** STUDY MATERIAL follows **

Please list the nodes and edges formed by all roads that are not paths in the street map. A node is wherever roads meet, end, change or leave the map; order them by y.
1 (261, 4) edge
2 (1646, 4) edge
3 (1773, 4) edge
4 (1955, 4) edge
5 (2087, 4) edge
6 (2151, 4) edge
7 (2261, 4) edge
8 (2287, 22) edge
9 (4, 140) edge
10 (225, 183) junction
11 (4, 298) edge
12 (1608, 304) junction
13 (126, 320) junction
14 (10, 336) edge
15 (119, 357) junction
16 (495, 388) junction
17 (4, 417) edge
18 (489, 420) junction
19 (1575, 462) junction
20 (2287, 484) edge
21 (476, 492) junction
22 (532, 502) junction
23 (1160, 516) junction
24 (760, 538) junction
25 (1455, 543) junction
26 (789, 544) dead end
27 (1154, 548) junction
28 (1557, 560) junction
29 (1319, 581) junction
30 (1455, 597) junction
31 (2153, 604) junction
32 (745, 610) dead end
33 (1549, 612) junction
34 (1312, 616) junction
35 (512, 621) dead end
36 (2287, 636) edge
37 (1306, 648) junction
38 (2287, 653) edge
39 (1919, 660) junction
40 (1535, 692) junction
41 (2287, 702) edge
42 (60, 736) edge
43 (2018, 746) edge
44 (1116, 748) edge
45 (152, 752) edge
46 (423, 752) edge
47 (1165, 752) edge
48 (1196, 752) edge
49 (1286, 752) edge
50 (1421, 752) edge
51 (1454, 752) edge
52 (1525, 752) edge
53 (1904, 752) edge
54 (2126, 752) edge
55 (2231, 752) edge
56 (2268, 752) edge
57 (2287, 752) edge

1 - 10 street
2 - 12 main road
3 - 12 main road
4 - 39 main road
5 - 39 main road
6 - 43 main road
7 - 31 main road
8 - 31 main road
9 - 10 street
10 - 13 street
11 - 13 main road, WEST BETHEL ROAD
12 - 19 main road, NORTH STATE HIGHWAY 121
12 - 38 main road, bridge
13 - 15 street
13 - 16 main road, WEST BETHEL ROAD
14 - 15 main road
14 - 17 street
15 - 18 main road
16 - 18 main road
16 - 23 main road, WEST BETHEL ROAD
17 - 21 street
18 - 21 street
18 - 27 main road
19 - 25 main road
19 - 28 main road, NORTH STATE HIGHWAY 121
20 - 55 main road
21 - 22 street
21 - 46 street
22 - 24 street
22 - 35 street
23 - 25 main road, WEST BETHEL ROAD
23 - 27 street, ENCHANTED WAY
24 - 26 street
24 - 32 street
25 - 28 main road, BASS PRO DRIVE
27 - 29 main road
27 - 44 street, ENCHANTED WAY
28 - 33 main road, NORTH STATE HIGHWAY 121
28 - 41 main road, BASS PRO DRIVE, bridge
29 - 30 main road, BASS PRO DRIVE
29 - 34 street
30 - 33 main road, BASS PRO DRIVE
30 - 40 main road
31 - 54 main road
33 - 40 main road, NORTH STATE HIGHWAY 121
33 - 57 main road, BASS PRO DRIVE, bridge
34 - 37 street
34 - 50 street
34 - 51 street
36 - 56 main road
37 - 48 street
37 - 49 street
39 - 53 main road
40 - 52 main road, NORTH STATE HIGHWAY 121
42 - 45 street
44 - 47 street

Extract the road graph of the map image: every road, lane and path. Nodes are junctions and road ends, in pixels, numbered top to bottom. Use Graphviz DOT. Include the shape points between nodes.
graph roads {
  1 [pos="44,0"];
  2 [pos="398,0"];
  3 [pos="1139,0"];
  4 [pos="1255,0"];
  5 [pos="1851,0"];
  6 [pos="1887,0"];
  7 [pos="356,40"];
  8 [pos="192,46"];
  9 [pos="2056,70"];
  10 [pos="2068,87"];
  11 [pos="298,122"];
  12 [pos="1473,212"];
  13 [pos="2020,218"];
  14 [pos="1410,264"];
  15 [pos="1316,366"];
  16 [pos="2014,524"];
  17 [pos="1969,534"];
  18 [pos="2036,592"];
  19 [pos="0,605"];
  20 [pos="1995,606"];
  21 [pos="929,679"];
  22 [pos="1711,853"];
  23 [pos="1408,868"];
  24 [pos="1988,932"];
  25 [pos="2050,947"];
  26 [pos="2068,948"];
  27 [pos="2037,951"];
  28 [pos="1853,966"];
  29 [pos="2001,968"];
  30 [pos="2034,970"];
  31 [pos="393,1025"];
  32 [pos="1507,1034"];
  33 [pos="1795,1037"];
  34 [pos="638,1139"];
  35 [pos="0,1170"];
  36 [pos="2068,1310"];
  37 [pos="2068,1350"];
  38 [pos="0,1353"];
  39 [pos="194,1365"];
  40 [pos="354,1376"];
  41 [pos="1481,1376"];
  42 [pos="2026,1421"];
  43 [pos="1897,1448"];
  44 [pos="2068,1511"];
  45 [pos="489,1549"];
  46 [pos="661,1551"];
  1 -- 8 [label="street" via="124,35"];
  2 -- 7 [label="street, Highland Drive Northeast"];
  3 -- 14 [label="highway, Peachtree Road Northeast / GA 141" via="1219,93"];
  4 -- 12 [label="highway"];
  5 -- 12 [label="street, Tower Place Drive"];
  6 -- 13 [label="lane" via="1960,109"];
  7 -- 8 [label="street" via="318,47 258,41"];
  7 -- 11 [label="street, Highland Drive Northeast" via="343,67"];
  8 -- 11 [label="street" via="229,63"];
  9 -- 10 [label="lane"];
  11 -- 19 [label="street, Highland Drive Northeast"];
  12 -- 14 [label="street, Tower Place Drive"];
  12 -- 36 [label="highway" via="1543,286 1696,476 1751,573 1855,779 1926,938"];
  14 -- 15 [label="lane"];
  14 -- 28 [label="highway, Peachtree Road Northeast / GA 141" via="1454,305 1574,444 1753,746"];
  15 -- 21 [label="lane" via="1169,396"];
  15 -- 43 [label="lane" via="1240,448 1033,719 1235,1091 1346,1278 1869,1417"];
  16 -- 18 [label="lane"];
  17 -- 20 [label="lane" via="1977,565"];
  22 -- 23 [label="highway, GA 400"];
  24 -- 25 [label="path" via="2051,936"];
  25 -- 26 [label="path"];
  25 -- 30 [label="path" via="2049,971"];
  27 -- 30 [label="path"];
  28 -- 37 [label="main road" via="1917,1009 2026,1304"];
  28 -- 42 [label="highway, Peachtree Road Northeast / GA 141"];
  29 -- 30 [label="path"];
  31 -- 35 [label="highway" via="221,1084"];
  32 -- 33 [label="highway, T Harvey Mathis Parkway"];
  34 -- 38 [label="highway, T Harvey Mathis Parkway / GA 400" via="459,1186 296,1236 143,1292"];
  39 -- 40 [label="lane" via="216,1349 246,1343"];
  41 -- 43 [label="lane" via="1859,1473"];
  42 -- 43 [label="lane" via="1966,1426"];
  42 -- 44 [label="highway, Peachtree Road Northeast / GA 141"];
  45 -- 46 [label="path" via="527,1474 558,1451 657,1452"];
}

** End of STUDY MATERIAL **

AIM OF THE TASK: Copy each line from the entries above that has the word "WEST" in it.

TASK RESPONSE:
11 - 13 main road, WEST BETHEL ROAD
13 - 16 main road, WEST BETHEL ROAD
16 - 23 main road, WEST BETHEL ROAD
23 - 25 main road, WEST BETHEL ROAD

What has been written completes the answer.